**The problem**
Work out how many lines in the entries contain the string "roads", and give nothing but that number.

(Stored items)
--
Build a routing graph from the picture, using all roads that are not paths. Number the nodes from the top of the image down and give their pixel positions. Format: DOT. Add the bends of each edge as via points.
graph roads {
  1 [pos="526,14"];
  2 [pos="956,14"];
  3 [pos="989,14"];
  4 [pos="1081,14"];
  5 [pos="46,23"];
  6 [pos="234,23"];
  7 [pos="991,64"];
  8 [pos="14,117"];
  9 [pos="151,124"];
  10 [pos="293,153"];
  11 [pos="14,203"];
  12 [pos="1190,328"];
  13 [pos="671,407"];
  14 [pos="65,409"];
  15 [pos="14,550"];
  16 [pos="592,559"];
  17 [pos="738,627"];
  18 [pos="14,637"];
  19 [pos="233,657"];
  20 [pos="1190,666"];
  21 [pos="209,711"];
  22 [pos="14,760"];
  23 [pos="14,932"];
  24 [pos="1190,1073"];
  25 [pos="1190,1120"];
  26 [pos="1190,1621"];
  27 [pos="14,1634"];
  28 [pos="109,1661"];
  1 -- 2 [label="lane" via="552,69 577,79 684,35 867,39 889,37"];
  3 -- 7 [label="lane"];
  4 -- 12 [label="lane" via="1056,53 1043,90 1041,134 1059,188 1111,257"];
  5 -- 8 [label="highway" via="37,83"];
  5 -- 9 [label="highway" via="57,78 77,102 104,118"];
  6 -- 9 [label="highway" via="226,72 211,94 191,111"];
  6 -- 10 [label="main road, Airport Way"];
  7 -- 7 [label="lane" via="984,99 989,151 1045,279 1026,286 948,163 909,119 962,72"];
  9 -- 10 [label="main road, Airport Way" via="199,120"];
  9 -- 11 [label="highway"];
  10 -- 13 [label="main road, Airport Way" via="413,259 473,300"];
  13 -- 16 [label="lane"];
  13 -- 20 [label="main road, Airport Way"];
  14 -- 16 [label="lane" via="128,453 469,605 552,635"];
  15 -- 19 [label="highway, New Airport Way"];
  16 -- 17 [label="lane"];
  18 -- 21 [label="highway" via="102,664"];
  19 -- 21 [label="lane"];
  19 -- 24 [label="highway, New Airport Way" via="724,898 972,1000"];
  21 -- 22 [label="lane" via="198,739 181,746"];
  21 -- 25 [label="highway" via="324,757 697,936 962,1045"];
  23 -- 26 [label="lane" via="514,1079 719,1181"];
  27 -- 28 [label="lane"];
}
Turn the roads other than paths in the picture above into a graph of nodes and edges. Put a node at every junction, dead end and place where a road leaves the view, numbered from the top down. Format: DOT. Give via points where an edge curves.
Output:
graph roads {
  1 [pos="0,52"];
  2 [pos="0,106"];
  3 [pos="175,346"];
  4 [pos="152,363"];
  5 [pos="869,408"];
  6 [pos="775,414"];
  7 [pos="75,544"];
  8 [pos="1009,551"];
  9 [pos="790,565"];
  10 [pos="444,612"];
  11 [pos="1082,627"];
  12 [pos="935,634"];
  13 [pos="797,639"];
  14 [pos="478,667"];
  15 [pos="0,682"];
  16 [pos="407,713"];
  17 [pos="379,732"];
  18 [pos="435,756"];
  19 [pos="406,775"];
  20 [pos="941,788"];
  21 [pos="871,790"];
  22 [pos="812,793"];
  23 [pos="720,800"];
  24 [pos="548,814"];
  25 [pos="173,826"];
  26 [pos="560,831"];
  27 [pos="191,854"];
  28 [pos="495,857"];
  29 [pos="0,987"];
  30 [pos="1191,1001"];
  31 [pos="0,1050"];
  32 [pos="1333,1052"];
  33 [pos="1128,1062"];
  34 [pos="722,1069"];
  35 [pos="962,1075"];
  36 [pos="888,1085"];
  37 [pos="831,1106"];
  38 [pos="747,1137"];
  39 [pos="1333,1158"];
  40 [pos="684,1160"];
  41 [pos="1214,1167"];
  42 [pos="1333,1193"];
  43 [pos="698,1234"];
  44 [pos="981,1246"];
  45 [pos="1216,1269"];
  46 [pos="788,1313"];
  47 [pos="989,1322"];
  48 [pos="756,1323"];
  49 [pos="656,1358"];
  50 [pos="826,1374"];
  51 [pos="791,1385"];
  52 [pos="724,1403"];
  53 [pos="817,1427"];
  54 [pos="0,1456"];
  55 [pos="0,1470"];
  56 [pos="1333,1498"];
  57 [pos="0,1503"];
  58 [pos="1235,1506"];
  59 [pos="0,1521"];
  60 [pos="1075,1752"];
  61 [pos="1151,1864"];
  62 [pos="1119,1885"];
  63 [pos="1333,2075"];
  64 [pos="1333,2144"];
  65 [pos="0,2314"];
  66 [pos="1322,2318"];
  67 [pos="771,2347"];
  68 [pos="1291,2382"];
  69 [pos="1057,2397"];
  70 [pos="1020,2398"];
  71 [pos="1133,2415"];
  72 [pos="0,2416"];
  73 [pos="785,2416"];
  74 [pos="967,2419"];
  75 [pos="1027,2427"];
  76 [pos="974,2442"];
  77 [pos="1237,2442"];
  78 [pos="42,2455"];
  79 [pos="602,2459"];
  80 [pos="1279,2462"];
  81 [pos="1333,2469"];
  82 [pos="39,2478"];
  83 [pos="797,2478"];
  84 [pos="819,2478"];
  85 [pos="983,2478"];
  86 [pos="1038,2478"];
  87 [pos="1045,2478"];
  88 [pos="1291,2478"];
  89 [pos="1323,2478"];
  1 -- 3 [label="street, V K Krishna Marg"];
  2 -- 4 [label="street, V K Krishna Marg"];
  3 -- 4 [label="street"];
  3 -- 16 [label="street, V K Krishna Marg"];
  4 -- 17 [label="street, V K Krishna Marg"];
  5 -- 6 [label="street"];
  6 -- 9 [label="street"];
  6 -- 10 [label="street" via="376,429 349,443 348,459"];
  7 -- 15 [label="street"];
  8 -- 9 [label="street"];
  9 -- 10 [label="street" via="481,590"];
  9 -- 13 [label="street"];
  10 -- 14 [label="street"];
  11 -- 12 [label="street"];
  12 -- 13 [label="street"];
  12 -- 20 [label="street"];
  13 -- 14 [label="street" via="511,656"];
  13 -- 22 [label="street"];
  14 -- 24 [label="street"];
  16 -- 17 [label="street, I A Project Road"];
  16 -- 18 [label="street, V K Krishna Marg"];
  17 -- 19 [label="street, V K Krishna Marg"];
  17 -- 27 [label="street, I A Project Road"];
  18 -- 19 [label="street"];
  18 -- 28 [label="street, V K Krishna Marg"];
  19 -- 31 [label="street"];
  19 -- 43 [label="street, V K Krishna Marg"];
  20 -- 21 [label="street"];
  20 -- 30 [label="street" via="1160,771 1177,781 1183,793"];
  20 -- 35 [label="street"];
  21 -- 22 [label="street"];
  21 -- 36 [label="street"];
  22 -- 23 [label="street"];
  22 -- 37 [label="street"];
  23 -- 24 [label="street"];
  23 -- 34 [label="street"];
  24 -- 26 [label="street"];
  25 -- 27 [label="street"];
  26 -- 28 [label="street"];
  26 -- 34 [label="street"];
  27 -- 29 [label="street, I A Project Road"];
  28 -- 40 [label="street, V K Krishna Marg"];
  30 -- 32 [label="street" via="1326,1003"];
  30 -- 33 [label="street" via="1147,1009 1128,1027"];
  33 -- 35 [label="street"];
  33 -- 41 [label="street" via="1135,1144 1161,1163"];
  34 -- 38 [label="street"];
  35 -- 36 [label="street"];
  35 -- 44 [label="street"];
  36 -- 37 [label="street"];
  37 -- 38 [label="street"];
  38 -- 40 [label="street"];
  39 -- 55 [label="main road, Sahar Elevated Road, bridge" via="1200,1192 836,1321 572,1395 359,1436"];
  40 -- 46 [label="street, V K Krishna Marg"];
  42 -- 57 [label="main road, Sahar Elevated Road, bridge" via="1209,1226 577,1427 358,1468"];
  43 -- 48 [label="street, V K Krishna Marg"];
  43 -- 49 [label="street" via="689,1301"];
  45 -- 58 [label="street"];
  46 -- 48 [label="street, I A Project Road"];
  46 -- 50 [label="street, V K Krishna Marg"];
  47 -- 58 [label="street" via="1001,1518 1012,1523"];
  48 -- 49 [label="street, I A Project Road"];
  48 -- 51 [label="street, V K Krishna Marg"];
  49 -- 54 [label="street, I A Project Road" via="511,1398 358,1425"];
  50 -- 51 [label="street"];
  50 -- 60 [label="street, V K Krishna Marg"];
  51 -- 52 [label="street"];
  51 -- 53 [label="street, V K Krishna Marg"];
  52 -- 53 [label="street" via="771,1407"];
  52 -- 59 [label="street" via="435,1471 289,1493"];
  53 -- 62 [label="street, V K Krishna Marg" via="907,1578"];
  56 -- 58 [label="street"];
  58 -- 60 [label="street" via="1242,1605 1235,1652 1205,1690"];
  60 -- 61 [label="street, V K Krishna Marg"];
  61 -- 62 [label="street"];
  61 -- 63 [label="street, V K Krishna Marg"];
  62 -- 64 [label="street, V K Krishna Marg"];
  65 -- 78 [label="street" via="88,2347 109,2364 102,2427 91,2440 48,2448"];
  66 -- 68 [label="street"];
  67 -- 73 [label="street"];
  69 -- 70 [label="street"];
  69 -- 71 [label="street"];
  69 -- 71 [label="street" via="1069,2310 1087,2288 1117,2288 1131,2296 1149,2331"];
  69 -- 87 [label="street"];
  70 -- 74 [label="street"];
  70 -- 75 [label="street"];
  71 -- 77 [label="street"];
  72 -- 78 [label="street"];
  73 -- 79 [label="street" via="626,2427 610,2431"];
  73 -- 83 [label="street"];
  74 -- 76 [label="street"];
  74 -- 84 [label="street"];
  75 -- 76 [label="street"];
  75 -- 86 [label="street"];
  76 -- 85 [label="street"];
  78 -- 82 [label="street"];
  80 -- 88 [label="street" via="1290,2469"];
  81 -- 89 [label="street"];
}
--
**Exercise solution**
4